## Input material

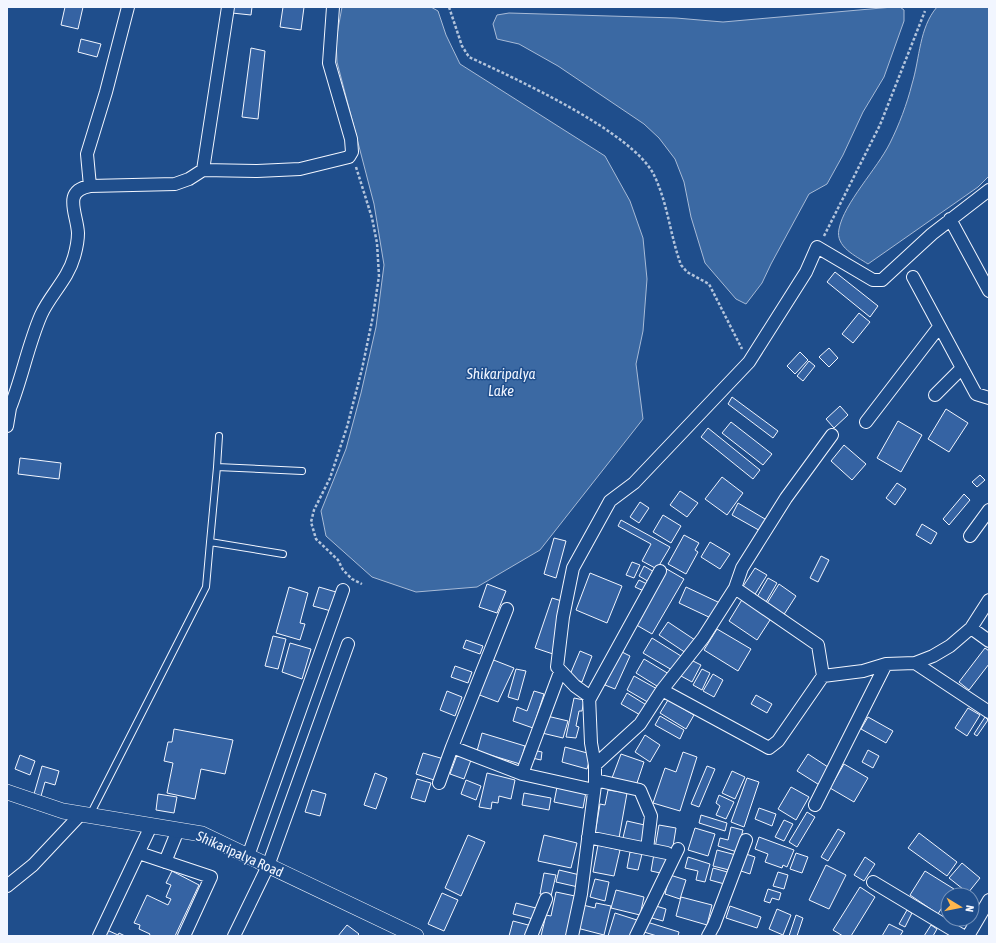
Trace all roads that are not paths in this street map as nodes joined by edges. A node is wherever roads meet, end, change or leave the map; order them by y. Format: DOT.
graph roads {
  1 [pos="128,7"];
  2 [pos="228,7"];
  3 [pos="333,7"];
  4 [pos="203,170"];
  5 [pos="90,186"];
  6 [pos="989,190"];
  7 [pos="950,219"];
  8 [pos="913,277"];
  9 [pos="989,291"];
  10 [pos="939,327"];
  11 [pos="962,368"];
  12 [pos="935,394"];
  13 [pos="989,398"];
  14 [pos="8,408"];
  15 [pos="866,422"];
  16 [pos="7,426"];
  17 [pos="219,436"];
  18 [pos="832,436"];
  19 [pos="217,467"];
  20 [pos="302,471"];
  21 [pos="989,510"];
  22 [pos="970,536"];
  23 [pos="210,542"];
  24 [pos="284,554"];
  25 [pos="660,571"];
  26 [pos="734,588"];
  27 [pos="343,590"];
  28 [pos="989,600"];
  29 [pos="507,609"];
  30 [pos="971,628"];
  31 [pos="989,641"];
  32 [pos="348,644"];
  33 [pos="915,663"];
  34 [pos="886,664"];
  35 [pos="560,672"];
  36 [pos="823,676"];
  37 [pos="662,690"];
  38 [pos="589,700"];
  39 [pos="989,712"];
  40 [pos="452,747"];
  41 [pos="595,765"];
  42 [pos="522,774"];
  43 [pos="439,783"];
  44 [pos="594,785"];
  45 [pos="7,792"];
  46 [pos="815,805"];
  47 [pos="85,815"];
  48 [pos="151,826"];
  49 [pos="178,830"];
  50 [pos="588,837"];
  51 [pos="746,840"];
  52 [pos="647,849"];
  53 [pos="139,853"];
  54 [pos="248,856"];
  55 [pos="165,862"];
  56 [pos="268,866"];
  57 [pos="873,882"];
  58 [pos="7,886"];
  59 [pos="546,899"];
  60 [pos="989,900"];
  61 [pos="98,936"];
  62 [pos="184,936"];
  63 [pos="234,936"];
  64 [pos="416,936"];
  65 [pos="531,936"];
  66 [pos="572,936"];
  67 [pos="636,936"];
  68 [pos="708,936"];
  69 [pos="963,936"];
  70 [pos="968,936"];
  1 -- 5 [label="street"];
  2 -- 4 [label="street"];
  3 -- 4 [label="street"];
  4 -- 5 [label="street"];
  5 -- 14 [label="street"];
  6 -- 7 [label="street"];
  7 -- 9 [label="street"];
  7 -- 35 [label="street"];
  8 -- 10 [label="street"];
  10 -- 11 [label="street"];
  10 -- 15 [label="street"];
  11 -- 12 [label="street"];
  11 -- 13 [label="street"];
  14 -- 16 [label="street"];
  17 -- 19 [label="lane"];
  18 -- 26 [label="street"];
  19 -- 20 [label="lane"];
  19 -- 23 [label="lane"];
  21 -- 22 [label="street"];
  23 -- 24 [label="lane"];
  23 -- 47 [label="lane"];
  25 -- 38 [label="street"];
  26 -- 36 [label="street"];
  26 -- 37 [label="street"];
  27 -- 54 [label="street"];
  28 -- 30 [label="street"];
  29 -- 40 [label="street"];
  30 -- 31 [label="street"];
  30 -- 33 [label="street"];
  32 -- 56 [label="street"];
  33 -- 34 [label="street"];
  33 -- 39 [label="street"];
  34 -- 36 [label="street"];
  34 -- 46 [label="street"];
  35 -- 38 [label="street"];
  35 -- 42 [label="street"];
  36 -- 37 [label="street"];
  37 -- 41 [label="street"];
  38 -- 41 [label="street"];
  40 -- 42 [label="street"];
  40 -- 43 [label="street"];
  41 -- 44 [label="street"];
  42 -- 44 [label="street"];
  44 -- 50 [label="street"];
  44 -- 52 [label="street"];
  45 -- 47 [label="street, Shikaripalya Road"];
  47 -- 48 [label="street, Shikaripalya Road"];
  47 -- 58 [label="street"];
  48 -- 49 [label="street, Shikaripalya Road"];
  48 -- 53 [label="street"];
  49 -- 54 [label="street, Shikaripalya Road"];
  49 -- 55 [label="street"];
  50 -- 52 [label="street"];
  50 -- 66 [label="street"];
  51 -- 68 [label="street"];
  52 -- 67 [label="street"];
  53 -- 55 [label="street"];
  53 -- 61 [label="street"];
  54 -- 56 [label="street, Shikaripalya Road"];
  55 -- 62 [label="street"];
  56 -- 63 [label="street"];
  56 -- 64 [label="street, Shikaripalya Road"];
  57 -- 69 [label="street"];
  59 -- 65 [label="street"];
  60 -- 70 [label="street"];
}
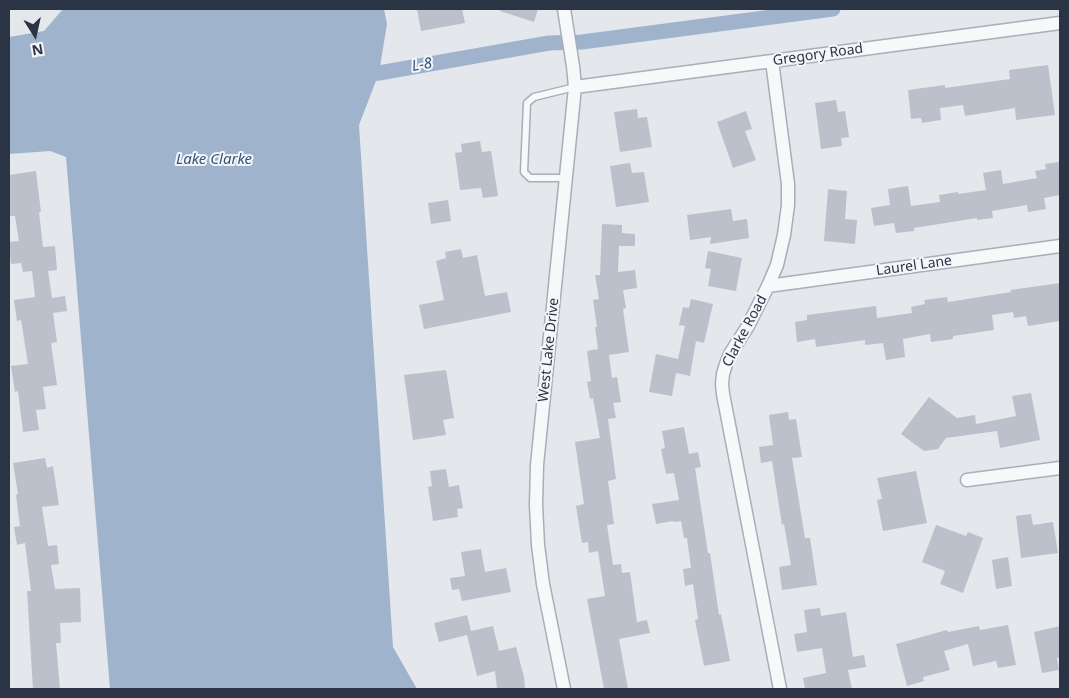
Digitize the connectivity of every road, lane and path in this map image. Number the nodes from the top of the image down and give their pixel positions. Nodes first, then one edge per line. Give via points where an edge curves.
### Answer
1 (565, 14) edge
2 (1060, 23) edge
3 (772, 61) junction
4 (575, 87) junction
5 (566, 178) junction
6 (1060, 246) edge
7 (768, 286) junction
8 (1060, 468) edge
9 (967, 480) dead end
10 (564, 689) edge
11 (780, 689) edge

1 - 4 street, West Lake Drive
2 - 3 street, Gregory Road
3 - 4 street, Gregory Road
3 - 7 street, Clarke Road via 786,164 788,205 777,265
4 - 5 street, West Lake Drive
4 - 5 lane via 534,97 527,104 524,172 530,178
5 - 10 street, West Lake Drive via 537,466 536,505 543,584
6 - 7 street, Laurel Lane
7 - 11 street, Clarke Road via 730,354 722,384
8 - 9 street

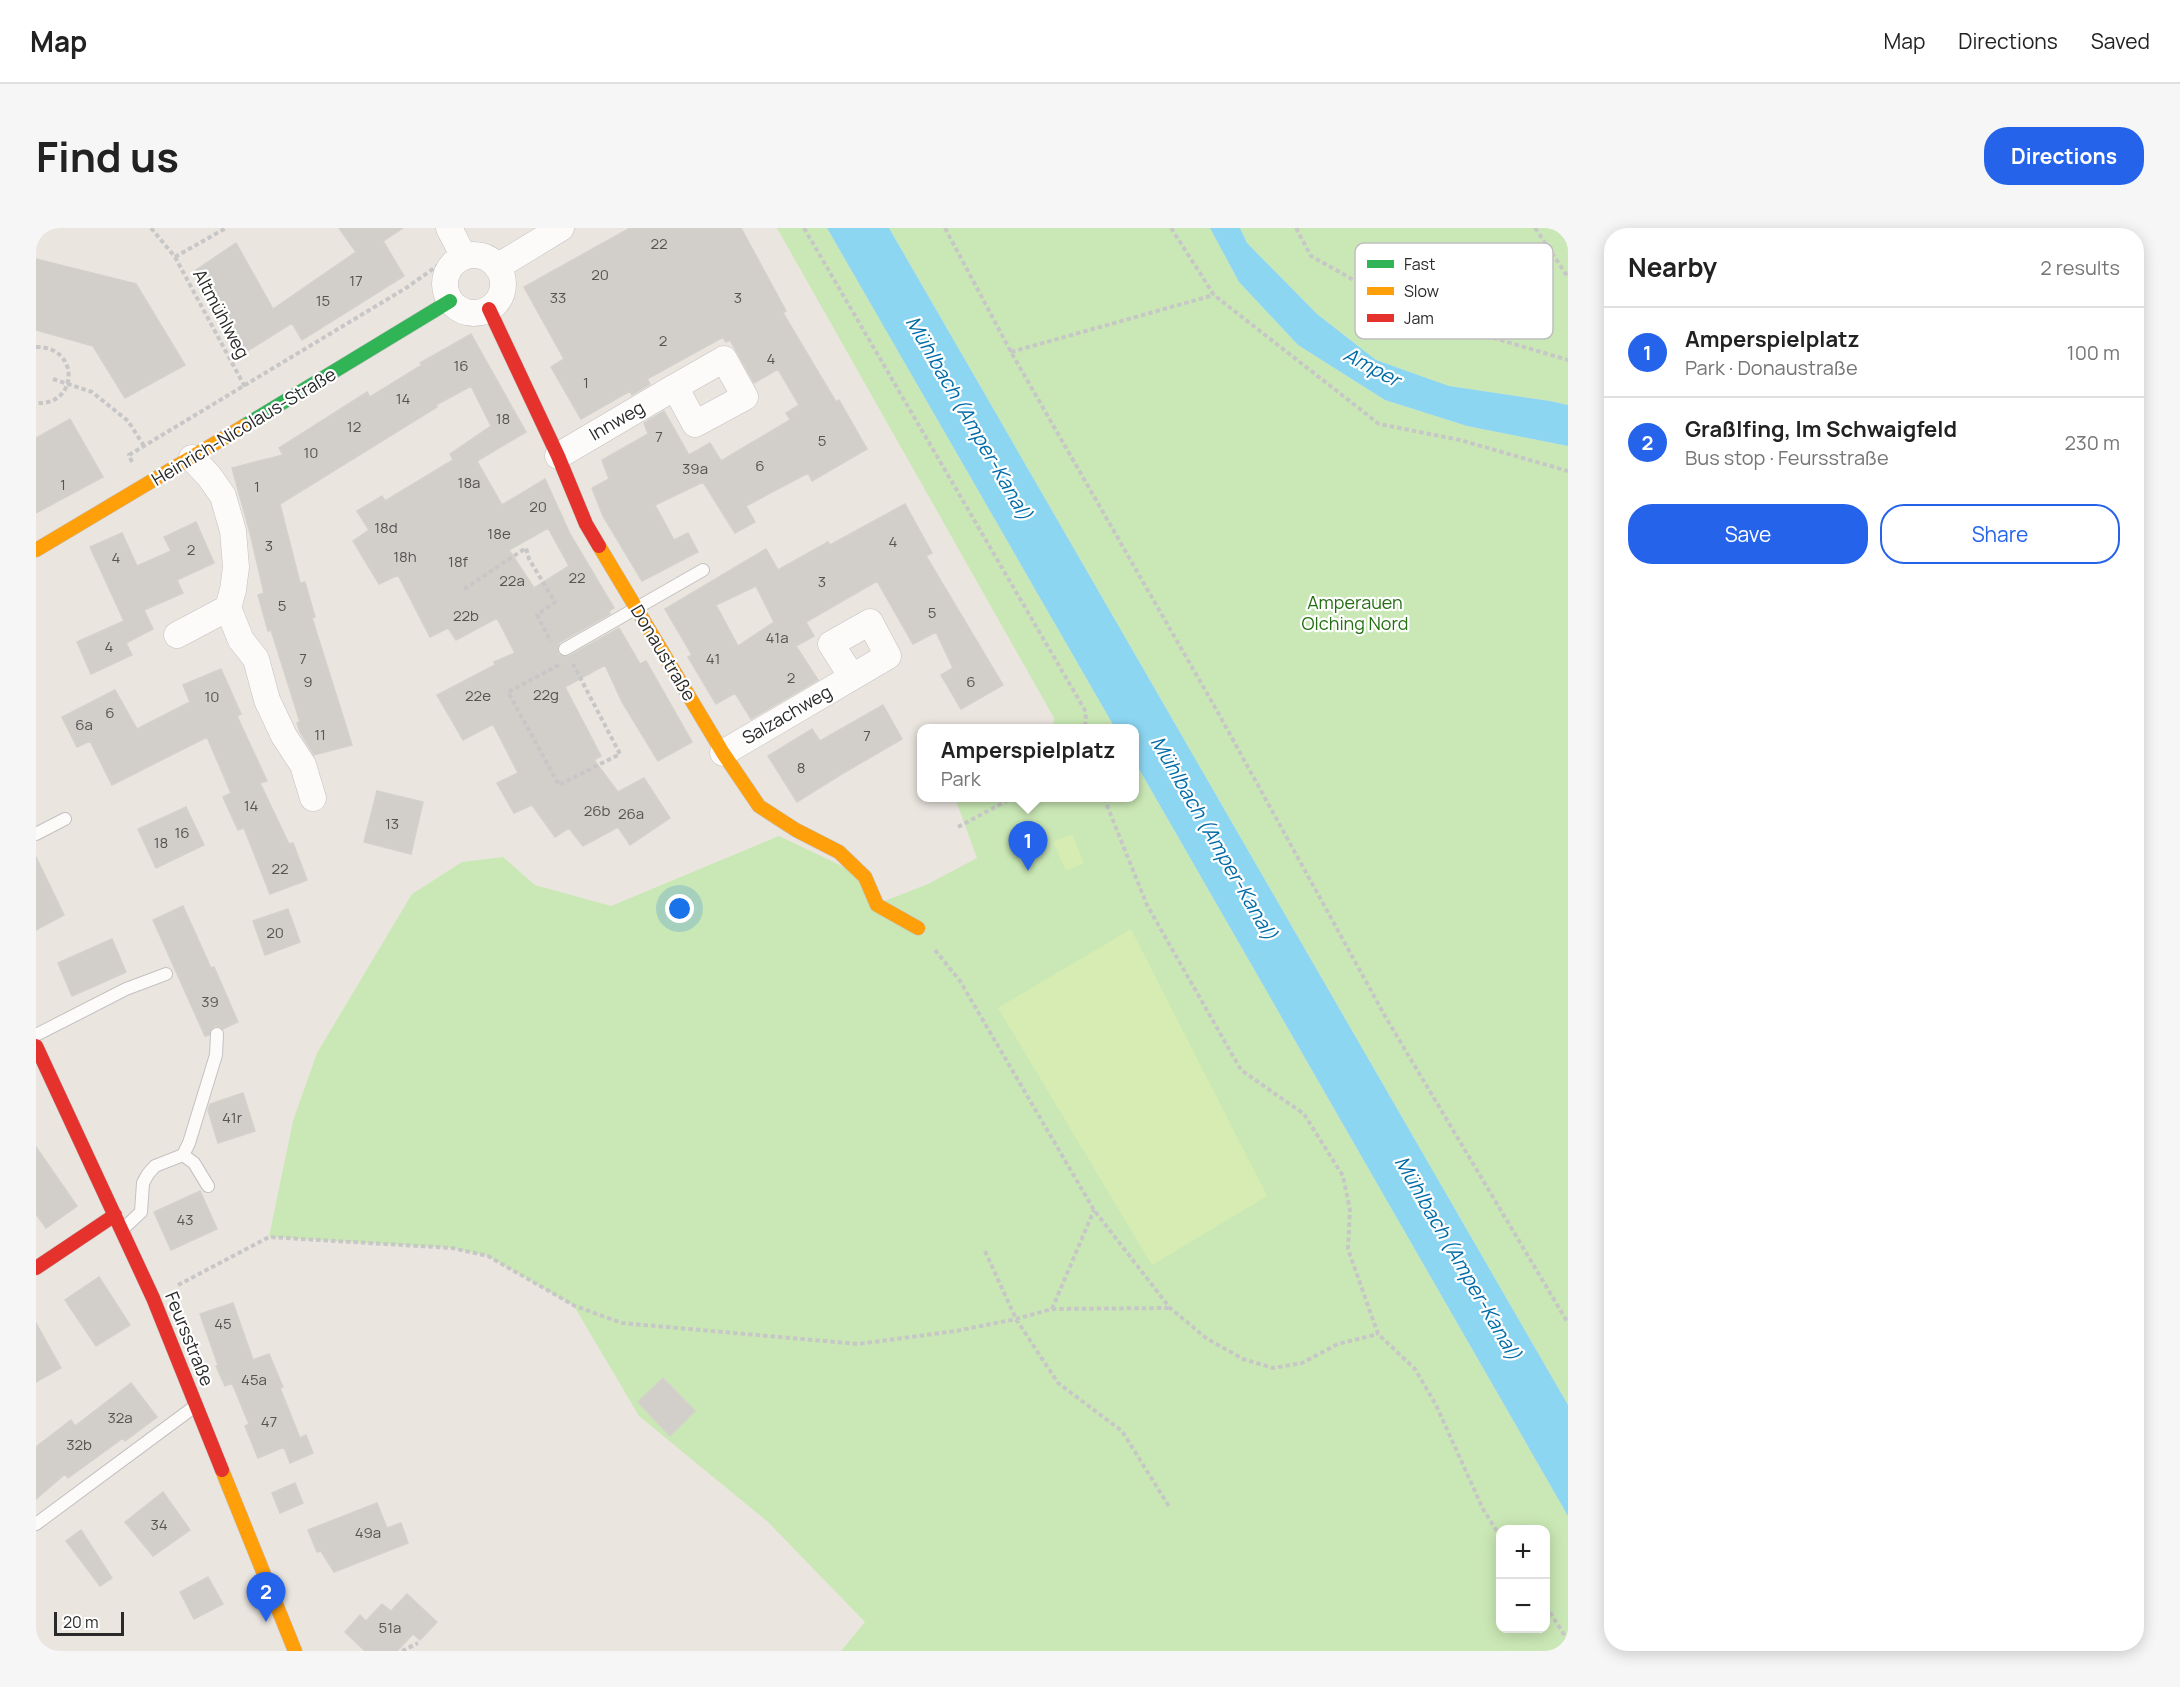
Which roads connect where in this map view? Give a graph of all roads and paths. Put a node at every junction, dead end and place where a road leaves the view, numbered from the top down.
1 (151, 228) edge
2 (226, 228) edge
3 (449, 228) edge
4 (561, 228) edge
5 (804, 228) edge
6 (945, 228) edge
7 (1171, 228) edge
8 (1296, 228) edge
9 (1535, 228) edge
10 (1545, 243) edge
11 (462, 254) junction
12 (1553, 255) edge
13 (175, 257) junction
14 (497, 267) junction
15 (1568, 277) edge
16 (1355, 281) edge
17 (1214, 296) junction
18 (450, 301) junction
19 (489, 309) junction
20 (1497, 339) edge
21 (36, 347) edge
22 (1011, 352) junction
23 (1568, 360) edge
24 (53, 379) dead end
25 (68, 383) junction
26 (244, 386) junction
27 (675, 387) dead end
28 (36, 404) edge
29 (261, 416) junction
30 (144, 446) junction
31 (558, 456) junction
32 (192, 458) junction
33 (133, 465) dead end
34 (1568, 471) edge
35 (36, 550) edge
36 (703, 570) dead end
37 (464, 589) dead end
38 (228, 608) junction
39 (637, 608) junction
40 (177, 635) dead end
41 (567, 654) junction
42 (852, 677) dead end
43 (1086, 724) edge
44 (723, 753) junction
45 (313, 798) dead end
46 (1005, 802) edge
47 (1106, 802) edge
48 (65, 819) dead end
49 (958, 827) dead end
50 (36, 834) edge
51 (918, 928) joint
52 (166, 975) dead end
53 (217, 1034) dead end
54 (36, 1035) edge
55 (36, 1046) edge
56 (183, 1155) junction
57 (208, 1186) dead end
58 (1094, 1210) junction
59 (115, 1215) junction
60 (122, 1230) junction
61 (985, 1251) dead end
62 (36, 1268) edge
63 (153, 1298) junction
64 (1170, 1308) junction
65 (1052, 1309) junction
66 (1016, 1319) junction
67 (1568, 1323) edge
68 (1378, 1334) junction
69 (197, 1406) junction
70 (1170, 1508) dead end
71 (36, 1524) edge
72 (1496, 1529) edge
73 (1550, 1613) edge
74 (1568, 1641) edge
75 (418, 1643) dead end
76 (295, 1651) edge
77 (402, 1651) edge

1 - 13 path, Altmühlweg
2 - 13 path
3 - 11 street
4 - 14 street
5 - 43 path
6 - 22 path
7 - 17 path
8 - 16 path
9 - 10 path
11 - 14 street
11 - 18 street
11 - 26 path
12 - 15 path
13 - 26 path, Altmühlweg
14 - 19 street
17 - 22 path
17 - 34 path
18 - 19 street
18 - 29 street, Heinrich-Nicolaus-Straße
19 - 31 street, Donaustraße
20 - 23 path
21 - 25 path
22 - 67 path
24 - 25 path
25 - 28 path
25 - 30 path
26 - 29 path, Altmühlweg
26 - 30 path
27 - 31 street, Innweg
29 - 32 street, Heinrich-Nicolaus-Straße
30 - 33 path
31 - 39 street, Donaustraße
32 - 35 street, Heinrich-Nicolaus-Straße
32 - 38 street
36 - 39 lane
37 - 41 path
38 - 40 street
38 - 45 street
39 - 41 lane
39 - 44 street, Donaustraße
41 - 41 path
42 - 44 street, Salzachweg
44 - 51 street, Donaustraße
46 - 49 path
47 - 68 path
48 - 50 lane
51 - 58 path
52 - 54 lane
53 - 56 lane
55 - 59 street, Feursstraße
56 - 57 lane
56 - 60 lane
58 - 64 path
58 - 65 path
59 - 60 street, Feursstraße
59 - 62 street
60 - 63 street, Feursstraße
61 - 66 path
63 - 66 path
63 - 69 street, Feursstraße
64 - 65 path
64 - 68 path
65 - 66 path
66 - 70 path
68 - 72 path
69 - 71 lane
69 - 76 street, Feursstraße
73 - 74 path
75 - 77 path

## Work instructions
For the entries above, say how many lines contain the word "Feursstraße", giving the number alone.

## Written response
5